The native plants in these ecosystems historically co-existed with fire – usually at intervals of 10 to 20 years – and some of the flora actually require fire to reproduce. Over thousands of years, before the advent of wildfire prevention and suppression strategies in the early 1900s, chaparral, oak woodland, and lower montane species developed a variety of adaptive traits that help them survive fires or reproduce successfully after fire events, including:

  • Fire-stimulated germination (ceanothus, manzanita)
  • Adventitious or latent axillary buds, dormant until the next growing season or remaining latent for years (oaks, ceanothus)
  • Lignotubers - rounded woody growth at or below ground level on some shrubs and trees that grow in areas subject to fire or drought, containing a mass of buds and food reserves (manzanita, chamise)
  • Fire resistant bark (ponderosa pine, Douglas fir, cedar)
  • Serotinous cones (seeds release in response to an environmental trigger such as fire) and fire-stimulated seed release (several pine species)

Plant recolonization after a fire or other major disturbance is known as secondary succession. In general, and broadly speaking, first the “pioneer species” appear, and the landscape is dominated by small flowering herbaceous plants which die back with the summer dry period. So the usual suspects that bloom each spring and early summer in our area, like lupine, poppy, and monkeyflower, should be back. We may also see the spectacular fireweed (Chamerion angustifolium, also classified as Epilobium angustifolium), often one of the first colonizers of the soil following a fire. After the 2016 Lake County fires, fireweed's beautiful magenta blooms dotted the hillsides along State Route 20.

Annual grasses, both non-native and mixed, usually occur concurrently with flowering herbaceous plants in the same successional stage; forbs (non-woody plants which are not grasses) typically succeed the flowering herbaceous species. According to the University of California Cooperative Extension (UCCE) Annual Rangeland Handbook, annual grasses in our area are soft chess, ripgut brome, wild oats, red brome, wild barley, and foxtail fescue. Broadleaf filaree, redstem filaree, turkey mullein, true clovers, bur clover, and popcorn flower are among the forbs that commonly occur. The few native grasses that remain in our area include purple needlegrass and blue wild rye.
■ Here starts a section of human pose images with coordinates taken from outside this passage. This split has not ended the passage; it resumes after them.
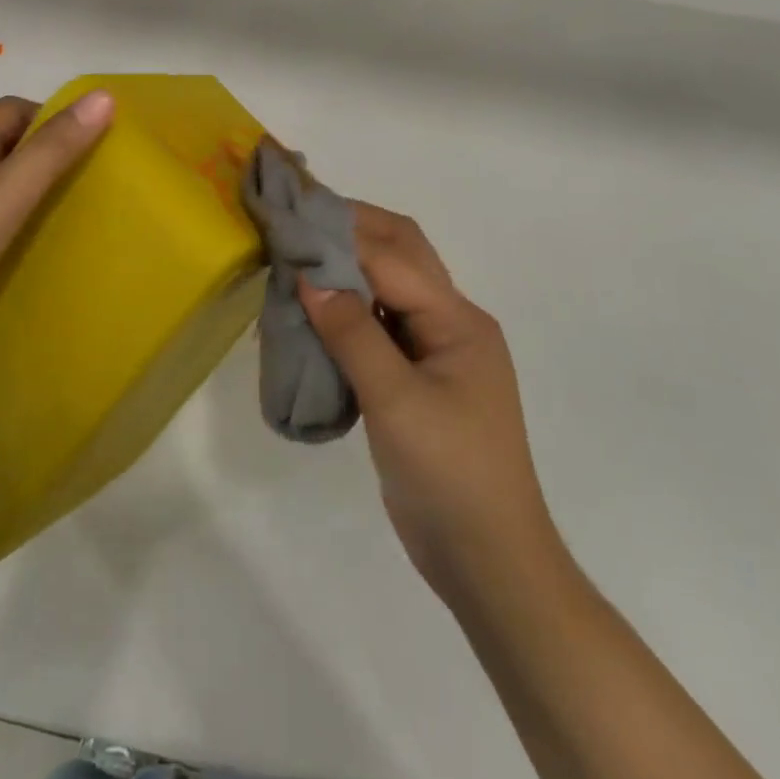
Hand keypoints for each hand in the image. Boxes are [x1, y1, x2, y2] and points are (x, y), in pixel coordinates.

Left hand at [0, 92, 113, 366]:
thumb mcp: (9, 194)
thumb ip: (55, 148)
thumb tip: (104, 96)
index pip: (14, 107)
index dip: (53, 116)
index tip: (89, 146)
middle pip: (4, 139)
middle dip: (45, 150)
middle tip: (83, 181)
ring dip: (27, 183)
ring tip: (61, 211)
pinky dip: (7, 212)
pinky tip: (20, 241)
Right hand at [299, 205, 558, 605]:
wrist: (488, 560)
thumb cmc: (450, 475)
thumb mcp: (396, 401)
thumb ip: (352, 333)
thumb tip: (307, 276)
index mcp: (458, 320)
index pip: (393, 257)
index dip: (341, 234)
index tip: (291, 218)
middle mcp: (450, 323)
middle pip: (400, 255)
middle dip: (351, 232)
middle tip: (296, 223)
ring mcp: (435, 352)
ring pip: (387, 288)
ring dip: (347, 269)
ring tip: (296, 259)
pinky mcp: (416, 379)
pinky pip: (378, 326)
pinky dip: (346, 310)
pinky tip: (313, 313)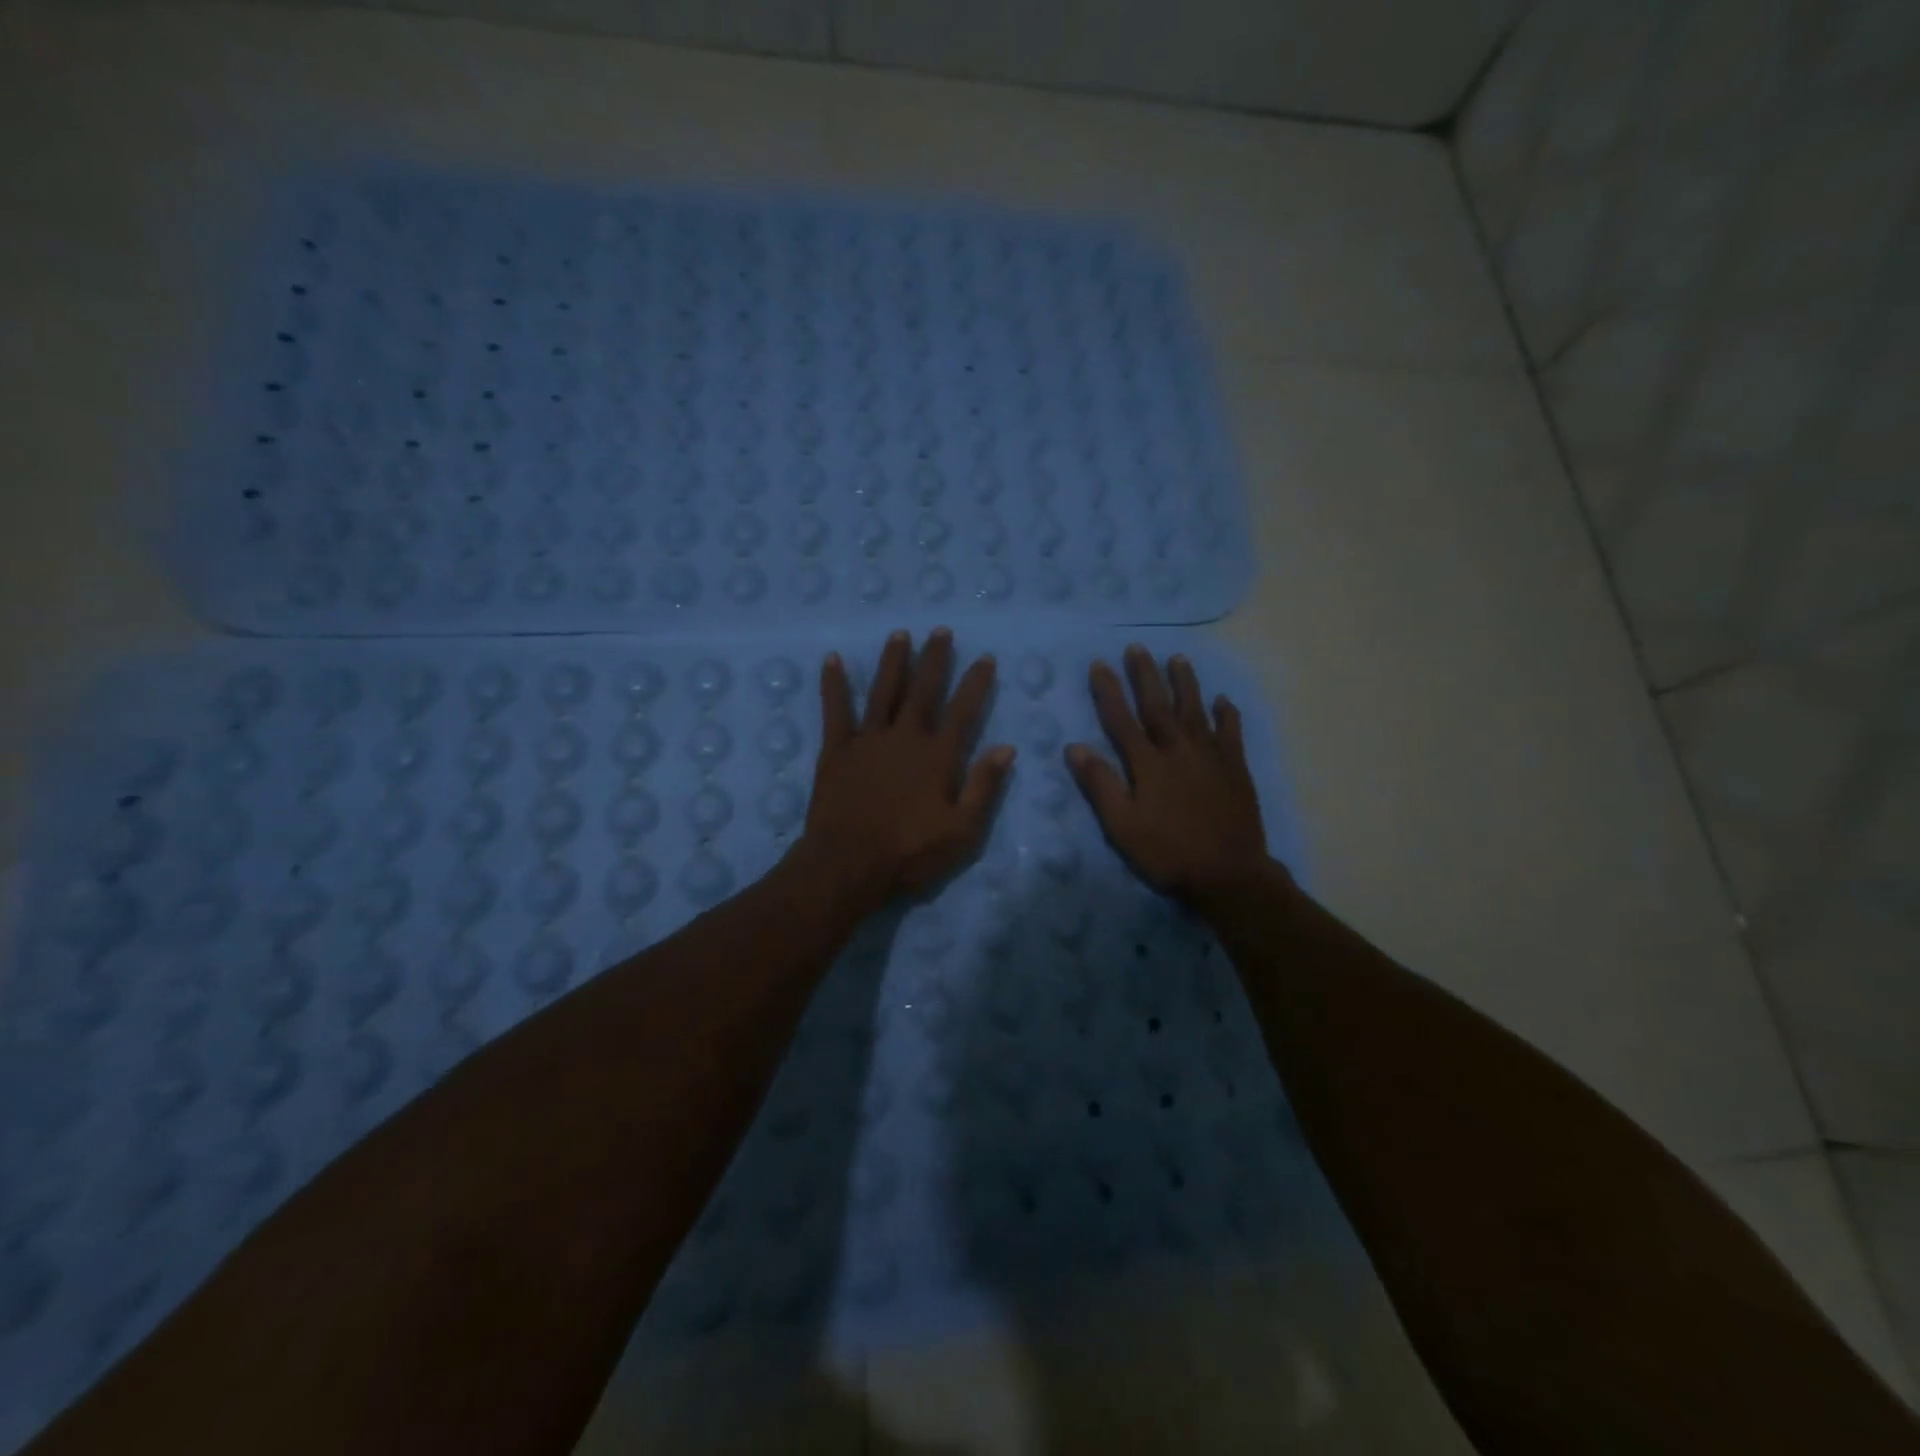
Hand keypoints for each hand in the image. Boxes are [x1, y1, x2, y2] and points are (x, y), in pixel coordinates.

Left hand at [801, 628, 1015, 911]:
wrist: (848, 865)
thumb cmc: (909, 853)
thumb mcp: (962, 831)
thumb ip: (984, 787)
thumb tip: (1006, 748)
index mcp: (938, 756)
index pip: (963, 710)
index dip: (976, 683)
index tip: (985, 658)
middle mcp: (905, 737)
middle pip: (923, 690)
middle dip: (935, 659)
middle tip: (941, 631)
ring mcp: (868, 739)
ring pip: (884, 691)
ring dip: (894, 661)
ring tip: (900, 634)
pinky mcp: (836, 749)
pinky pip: (835, 709)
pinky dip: (834, 684)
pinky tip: (832, 659)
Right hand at [1066, 645, 1269, 908]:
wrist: (1228, 874)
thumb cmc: (1168, 853)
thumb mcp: (1122, 826)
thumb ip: (1100, 785)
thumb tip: (1074, 747)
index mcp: (1149, 764)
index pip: (1122, 719)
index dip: (1109, 691)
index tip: (1100, 664)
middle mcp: (1179, 750)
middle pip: (1159, 705)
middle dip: (1145, 675)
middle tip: (1137, 648)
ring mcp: (1211, 756)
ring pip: (1196, 710)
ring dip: (1185, 683)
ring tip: (1178, 658)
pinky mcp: (1236, 769)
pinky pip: (1231, 732)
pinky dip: (1227, 714)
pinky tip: (1223, 700)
Appearing next in post fire plant succession are the woody shrubs whose seeds and/or lignotubers survived beneath the burned soils. We can expect to see manzanita, ceanothus, and blue oak seedlings, and perhaps sprouts from the few bushes that weren't completely incinerated. The buckeye may come back, along with some of the other oak species listed above.

In the archetypal secondary succession schematic for these ecosystems, pines appear next on the landscape timeline. But a recent study conducted jointly by UC Davis and the US Forest Service surveyed more than a dozen burn sites in California and found that over 40% of pine tree forests did not successfully regenerate after a large, hot fire. Pine trees survive better after moderate, slow burning fires that kill the understory but do less damage to taller trees. In addition, high intensity burns can kill most trees in an area, so there may not be any left to drop seeds to start a new stand. Pines that do sprout have to compete with the shrubs that have developed post-fire survival strategies.

As noted in the Sierra Nevada Ecosystem Project, 1996 report, “plant responses to fire vary and are often determined by a complex interaction among external factors such as temperature, soil moisture, and heat duration…and season of burn.”

What's different now? What's the overriding “external factor” in this case? It's the sheer intensity of this latest round of Northern California fires, and the attendant, albeit temporary, damage to the soils. Only time will tell which blend of survivors will return to create the green in the Camp Fire burn.